King Coal
Smack between the last remnants of white-glove Westlake and the swelling precincts of the Central American community, behind the shuttered Ambassador and just down from Salvadoran pupuserias and Korean tourist hotels, Soot Bull Jeep is the archetypal big-city Korean barbecue: noisy, smoky, loud, always crowded, with all the bustle you’d expect in the heart of a great city. Here we are, crammed around a table, battling great gusts of second-hand meat smoke that shroud the restaurant in blue, garlic-scented fog.
We discuss the difficult parking, and the long wait for a table, and how the sign outside bills Soot Bull Jeep as a seafood house even though the only seafood on the menu is eel. (Come to think of it, the sign doesn’t bother to mention the name of the restaurant.) For a quarter, the ashtrays--”Fun Factories,” they’re called--will dispense a packet of jokes in Korean. Guys in suits pound back endless shots of Jinro, a kind of smooth, low-proof Korean vodka distilled from sweet potatoes, poured from bottles designed to look like J&B; Scotch. Tabletop grills briefly explode into fountains of yellow flame.
There is a noodle dish or two to be had here, but you will certainly order barbecue; you know it, the hostess knows it, the family at the next table pretty much suspects it. Even before the waitress drops a menu in front of you, she scatters a trowelful of glowing hardwood coals into the pit set in the middle of your table, reaches down to turn on a gas jet and prods them until they sputter into fragrant life. Above the charcoal goes a greased wire screen; around the pit go a dozen or so dishes of pickled cabbage, steamed spinach and the rest of the little appetizers and condiments that come with a Korean barbecue meal.
The restaurant is one of the few in town that use the traditional live coals for their tabletop barbecue in place of the more common gas grills, and the meat takes on a delicious savory tang.
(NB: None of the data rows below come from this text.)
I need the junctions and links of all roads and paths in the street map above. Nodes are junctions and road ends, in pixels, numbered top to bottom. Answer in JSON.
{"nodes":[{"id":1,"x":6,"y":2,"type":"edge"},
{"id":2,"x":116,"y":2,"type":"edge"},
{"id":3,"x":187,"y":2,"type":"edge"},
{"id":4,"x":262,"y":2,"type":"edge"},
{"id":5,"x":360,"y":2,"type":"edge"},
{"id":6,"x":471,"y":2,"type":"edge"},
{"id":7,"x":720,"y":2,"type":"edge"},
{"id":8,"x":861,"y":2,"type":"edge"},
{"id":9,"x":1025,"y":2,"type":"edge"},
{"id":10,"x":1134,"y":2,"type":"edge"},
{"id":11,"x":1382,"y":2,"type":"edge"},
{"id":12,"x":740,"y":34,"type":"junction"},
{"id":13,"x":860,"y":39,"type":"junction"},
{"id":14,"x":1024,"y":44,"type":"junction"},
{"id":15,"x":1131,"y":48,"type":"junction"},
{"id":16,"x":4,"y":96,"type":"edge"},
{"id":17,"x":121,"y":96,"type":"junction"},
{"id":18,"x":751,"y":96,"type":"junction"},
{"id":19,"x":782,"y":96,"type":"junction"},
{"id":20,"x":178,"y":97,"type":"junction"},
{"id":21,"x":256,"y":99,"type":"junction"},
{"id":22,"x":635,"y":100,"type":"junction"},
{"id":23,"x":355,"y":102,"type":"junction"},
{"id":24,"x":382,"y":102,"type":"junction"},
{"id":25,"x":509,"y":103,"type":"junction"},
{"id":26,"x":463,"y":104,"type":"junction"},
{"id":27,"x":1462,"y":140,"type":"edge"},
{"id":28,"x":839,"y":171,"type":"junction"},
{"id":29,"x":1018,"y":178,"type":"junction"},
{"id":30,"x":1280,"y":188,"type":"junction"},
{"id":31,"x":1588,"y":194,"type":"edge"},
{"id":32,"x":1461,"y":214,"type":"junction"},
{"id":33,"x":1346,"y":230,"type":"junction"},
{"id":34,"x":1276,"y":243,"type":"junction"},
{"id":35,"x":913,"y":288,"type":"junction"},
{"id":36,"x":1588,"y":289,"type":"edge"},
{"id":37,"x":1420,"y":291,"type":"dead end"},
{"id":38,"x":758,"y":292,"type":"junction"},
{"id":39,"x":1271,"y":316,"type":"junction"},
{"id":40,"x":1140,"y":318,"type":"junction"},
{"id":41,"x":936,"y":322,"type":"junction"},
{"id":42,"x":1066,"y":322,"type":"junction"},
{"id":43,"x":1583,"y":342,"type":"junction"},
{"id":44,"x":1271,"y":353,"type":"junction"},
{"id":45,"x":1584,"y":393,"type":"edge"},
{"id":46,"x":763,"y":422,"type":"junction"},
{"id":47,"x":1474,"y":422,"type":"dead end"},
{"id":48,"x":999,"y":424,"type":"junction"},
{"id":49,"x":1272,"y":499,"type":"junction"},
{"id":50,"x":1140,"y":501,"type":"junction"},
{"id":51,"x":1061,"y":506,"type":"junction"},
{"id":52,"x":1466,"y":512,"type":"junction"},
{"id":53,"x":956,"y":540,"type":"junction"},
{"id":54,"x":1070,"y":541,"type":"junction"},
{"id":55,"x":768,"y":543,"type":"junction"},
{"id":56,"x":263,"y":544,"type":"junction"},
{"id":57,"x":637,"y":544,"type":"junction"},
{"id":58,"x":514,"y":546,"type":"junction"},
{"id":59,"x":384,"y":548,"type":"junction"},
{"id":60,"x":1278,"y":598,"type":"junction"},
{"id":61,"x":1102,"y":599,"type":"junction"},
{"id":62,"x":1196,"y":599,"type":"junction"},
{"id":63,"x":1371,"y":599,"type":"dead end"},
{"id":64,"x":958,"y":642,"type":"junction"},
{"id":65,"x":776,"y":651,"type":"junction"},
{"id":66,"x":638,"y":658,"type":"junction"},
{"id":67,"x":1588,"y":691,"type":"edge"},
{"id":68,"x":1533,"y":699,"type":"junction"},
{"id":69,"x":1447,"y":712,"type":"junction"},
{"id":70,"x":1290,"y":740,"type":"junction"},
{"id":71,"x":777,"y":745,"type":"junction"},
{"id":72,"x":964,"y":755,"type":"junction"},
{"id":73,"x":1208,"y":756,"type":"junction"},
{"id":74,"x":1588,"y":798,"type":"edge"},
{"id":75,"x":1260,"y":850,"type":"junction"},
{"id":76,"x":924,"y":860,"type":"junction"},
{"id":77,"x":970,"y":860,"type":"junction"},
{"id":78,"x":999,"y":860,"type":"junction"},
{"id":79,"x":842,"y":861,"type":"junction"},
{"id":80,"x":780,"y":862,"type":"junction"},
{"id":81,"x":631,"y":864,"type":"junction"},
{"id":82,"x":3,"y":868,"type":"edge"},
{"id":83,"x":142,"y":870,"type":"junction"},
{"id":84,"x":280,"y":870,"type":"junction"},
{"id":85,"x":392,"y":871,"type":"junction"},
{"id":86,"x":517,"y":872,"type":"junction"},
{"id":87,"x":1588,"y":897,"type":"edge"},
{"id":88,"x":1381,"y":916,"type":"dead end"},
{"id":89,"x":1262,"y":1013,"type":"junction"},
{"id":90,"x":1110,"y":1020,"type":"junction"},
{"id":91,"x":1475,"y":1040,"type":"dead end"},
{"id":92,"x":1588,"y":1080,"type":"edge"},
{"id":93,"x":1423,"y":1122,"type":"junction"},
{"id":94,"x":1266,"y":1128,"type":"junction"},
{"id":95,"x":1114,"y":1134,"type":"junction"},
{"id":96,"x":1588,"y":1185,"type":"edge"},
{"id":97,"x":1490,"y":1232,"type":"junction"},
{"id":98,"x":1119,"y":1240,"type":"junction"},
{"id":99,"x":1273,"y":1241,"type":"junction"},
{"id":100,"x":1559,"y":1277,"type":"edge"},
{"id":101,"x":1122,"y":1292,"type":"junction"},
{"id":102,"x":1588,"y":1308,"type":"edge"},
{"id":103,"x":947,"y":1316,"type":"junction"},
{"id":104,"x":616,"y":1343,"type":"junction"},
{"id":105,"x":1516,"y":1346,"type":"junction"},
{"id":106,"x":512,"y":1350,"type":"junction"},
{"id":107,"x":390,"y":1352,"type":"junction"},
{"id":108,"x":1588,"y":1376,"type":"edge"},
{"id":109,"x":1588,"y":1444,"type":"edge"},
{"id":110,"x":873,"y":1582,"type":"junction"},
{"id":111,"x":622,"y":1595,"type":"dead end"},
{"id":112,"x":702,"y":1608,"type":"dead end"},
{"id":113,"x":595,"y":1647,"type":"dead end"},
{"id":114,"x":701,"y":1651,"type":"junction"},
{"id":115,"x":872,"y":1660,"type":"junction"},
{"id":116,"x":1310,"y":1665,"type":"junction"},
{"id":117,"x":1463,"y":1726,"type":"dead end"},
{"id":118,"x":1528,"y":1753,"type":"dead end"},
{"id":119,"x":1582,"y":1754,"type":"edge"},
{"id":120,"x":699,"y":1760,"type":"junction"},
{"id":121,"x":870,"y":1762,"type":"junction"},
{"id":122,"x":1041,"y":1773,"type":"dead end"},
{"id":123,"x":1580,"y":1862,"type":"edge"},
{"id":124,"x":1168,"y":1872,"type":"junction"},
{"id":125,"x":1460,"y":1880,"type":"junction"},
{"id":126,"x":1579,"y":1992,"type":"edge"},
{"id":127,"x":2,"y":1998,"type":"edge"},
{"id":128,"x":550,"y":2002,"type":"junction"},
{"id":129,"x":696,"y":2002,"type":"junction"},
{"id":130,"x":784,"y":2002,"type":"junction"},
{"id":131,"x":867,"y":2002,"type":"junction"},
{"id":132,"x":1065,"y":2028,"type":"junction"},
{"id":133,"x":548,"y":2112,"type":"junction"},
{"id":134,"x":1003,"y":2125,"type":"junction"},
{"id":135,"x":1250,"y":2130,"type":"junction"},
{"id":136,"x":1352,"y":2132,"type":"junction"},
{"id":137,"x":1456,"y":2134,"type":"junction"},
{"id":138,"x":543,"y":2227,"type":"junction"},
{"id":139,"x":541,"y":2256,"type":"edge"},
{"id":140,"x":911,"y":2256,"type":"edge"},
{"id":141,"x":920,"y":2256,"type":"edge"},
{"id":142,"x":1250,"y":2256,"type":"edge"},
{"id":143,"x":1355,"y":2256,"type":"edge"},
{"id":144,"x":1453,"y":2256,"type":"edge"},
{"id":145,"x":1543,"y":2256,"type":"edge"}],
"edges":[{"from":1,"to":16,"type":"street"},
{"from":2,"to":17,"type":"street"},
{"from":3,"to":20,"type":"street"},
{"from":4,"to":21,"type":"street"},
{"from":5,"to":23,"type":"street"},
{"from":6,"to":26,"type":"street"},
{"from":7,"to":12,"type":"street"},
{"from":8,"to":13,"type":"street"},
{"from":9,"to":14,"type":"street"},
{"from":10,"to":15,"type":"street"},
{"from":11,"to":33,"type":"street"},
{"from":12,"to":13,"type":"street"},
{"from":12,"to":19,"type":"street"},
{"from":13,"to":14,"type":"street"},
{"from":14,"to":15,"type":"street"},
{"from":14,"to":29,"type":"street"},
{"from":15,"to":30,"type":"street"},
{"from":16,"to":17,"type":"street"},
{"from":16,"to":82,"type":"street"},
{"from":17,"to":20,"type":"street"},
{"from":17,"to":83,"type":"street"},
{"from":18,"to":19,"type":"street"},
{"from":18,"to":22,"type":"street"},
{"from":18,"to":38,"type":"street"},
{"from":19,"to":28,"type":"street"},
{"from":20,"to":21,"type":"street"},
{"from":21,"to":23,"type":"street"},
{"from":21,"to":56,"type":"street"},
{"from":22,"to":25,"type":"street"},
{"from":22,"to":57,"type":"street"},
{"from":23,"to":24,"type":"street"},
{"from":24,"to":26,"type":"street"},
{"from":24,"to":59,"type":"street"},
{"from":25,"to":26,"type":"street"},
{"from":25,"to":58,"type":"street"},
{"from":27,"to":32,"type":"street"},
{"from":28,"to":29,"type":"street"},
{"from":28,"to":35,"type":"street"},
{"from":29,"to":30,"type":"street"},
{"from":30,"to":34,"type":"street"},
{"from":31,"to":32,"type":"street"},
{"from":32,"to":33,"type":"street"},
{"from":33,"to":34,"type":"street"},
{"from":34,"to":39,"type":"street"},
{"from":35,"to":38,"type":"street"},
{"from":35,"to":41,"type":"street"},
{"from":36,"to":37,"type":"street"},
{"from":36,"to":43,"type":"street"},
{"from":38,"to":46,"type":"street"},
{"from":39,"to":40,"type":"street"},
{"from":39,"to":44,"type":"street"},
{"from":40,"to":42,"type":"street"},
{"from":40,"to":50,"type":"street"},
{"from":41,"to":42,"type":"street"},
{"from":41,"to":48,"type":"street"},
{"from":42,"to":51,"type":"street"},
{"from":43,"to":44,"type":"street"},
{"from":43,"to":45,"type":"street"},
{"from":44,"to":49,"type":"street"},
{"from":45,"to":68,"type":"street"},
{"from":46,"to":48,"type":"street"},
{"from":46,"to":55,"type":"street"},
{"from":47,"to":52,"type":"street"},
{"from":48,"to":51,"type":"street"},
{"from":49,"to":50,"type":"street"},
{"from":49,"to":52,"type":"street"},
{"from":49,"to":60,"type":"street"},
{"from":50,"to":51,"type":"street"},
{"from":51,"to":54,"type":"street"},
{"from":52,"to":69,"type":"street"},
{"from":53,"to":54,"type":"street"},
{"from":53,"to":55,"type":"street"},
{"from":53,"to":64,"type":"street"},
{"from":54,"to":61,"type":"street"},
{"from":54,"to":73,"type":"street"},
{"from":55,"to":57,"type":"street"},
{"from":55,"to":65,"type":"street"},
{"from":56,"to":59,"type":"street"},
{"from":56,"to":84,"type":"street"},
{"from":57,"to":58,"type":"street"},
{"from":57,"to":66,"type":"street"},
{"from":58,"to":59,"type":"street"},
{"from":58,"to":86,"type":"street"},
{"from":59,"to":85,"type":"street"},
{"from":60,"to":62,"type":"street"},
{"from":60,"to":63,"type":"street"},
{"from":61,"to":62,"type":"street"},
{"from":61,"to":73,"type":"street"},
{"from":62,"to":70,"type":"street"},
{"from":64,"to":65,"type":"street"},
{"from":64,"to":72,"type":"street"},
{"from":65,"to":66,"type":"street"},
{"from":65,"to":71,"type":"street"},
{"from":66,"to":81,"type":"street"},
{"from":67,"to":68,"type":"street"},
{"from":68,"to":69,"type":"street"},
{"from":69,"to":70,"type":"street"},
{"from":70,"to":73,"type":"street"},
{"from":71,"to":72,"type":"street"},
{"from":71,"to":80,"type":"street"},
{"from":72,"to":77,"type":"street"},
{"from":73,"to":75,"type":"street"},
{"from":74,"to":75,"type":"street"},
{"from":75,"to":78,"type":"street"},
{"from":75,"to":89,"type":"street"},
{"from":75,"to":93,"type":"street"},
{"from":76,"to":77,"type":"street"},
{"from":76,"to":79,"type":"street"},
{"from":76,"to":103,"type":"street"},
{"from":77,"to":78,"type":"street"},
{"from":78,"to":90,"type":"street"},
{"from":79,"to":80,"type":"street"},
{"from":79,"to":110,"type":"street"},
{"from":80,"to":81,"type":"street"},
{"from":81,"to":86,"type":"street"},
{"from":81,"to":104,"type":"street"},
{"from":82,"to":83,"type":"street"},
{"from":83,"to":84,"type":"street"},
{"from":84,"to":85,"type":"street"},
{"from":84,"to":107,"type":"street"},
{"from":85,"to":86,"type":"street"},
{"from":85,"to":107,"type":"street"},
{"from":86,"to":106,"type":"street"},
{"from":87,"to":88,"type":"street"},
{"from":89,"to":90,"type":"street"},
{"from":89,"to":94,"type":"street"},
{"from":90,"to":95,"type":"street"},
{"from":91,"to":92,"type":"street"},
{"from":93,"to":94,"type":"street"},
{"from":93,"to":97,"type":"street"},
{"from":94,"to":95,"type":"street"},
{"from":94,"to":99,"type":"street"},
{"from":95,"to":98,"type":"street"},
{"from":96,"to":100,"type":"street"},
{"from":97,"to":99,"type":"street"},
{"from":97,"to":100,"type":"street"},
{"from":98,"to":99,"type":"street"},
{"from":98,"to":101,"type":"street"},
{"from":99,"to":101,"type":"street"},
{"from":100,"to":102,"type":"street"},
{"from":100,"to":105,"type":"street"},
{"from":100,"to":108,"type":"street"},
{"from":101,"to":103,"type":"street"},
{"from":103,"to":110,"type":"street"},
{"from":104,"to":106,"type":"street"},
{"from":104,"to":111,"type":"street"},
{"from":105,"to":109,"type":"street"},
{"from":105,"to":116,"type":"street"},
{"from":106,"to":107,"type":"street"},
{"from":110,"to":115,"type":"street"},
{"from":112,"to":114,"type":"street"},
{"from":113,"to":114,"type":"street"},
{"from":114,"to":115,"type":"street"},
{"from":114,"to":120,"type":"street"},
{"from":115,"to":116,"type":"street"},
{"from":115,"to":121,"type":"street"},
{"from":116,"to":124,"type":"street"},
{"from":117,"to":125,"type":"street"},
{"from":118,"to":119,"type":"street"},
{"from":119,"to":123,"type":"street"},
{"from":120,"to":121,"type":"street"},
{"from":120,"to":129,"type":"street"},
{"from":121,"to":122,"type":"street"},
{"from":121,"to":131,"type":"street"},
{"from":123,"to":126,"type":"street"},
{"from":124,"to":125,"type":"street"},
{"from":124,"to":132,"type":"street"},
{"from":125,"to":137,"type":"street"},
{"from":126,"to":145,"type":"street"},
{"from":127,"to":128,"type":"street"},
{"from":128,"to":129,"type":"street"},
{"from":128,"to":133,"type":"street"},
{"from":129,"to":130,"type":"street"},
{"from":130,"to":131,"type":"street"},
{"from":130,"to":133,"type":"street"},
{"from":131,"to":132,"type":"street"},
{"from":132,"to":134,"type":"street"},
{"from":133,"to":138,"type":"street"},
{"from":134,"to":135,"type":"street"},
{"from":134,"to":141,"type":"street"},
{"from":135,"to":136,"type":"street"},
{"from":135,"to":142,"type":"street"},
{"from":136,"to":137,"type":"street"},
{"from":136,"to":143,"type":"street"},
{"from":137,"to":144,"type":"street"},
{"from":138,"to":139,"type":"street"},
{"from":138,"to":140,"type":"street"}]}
Dinner at Soot Bull Jeep is an atavistic thing: not just good liquor and platters of raw meat, but also smoke and fire, and showers of small cinders that can leave your shirt looking like a cartoon bulldog right after an encounter with an exploding cigar.
If you are new to this sort of thing, a waitress will unceremoniously dump raw, marinated protein onto the grill in front of you, returning periodically to turn the meat when it is done, scissoring it into bite-size chunks, piling it away from the heat so that your ignorance of cooking times injures the meat no more than it absolutely has to. When the flames leap too high, she scatters ice chips, which bubble and dance as they hit the hot grill. When the food is burnt irreparably, she sighs and scrapes the salvageable bits onto a fresh screen.
Short ribs turn nicely chewy but retain their juice on the grill; pork loin is marinated in a spicy chile paste that blackens and turns crisp; bits of marinated Spencer steak are sweet and tender at their peak, but overcook in a flash. Slabs of eel become sweet, crisp and pleasantly oily over the flame; off-menu baby octopus gets crunchy around the tips of the tentacles, deliciously chewy toward the thickest part of the body.
When a bit of meat is cooked to your liking, you can drag it briefly through a soy-based dip, or wrap it in a scrap of lettuce leaf with perhaps a few shreds of marinated scallion and a schmear of pungent fermented-bean paste. Unmarinated Spencer steak comes to the table frozen, shaved into rounds the approximate size and shape of beer coasters, which the waitress flicks onto the grill like a gambler dealing out a hand of cards, and you eat it with a salt-sesame oil dip instead.
For dessert, Soot Bull Jeep features a special kind of perfumed chewing gum that smells like hand lotion (the label warns, “for lady only”)--perhaps the only gum in the world that makes Juicy Fruit seem restrained.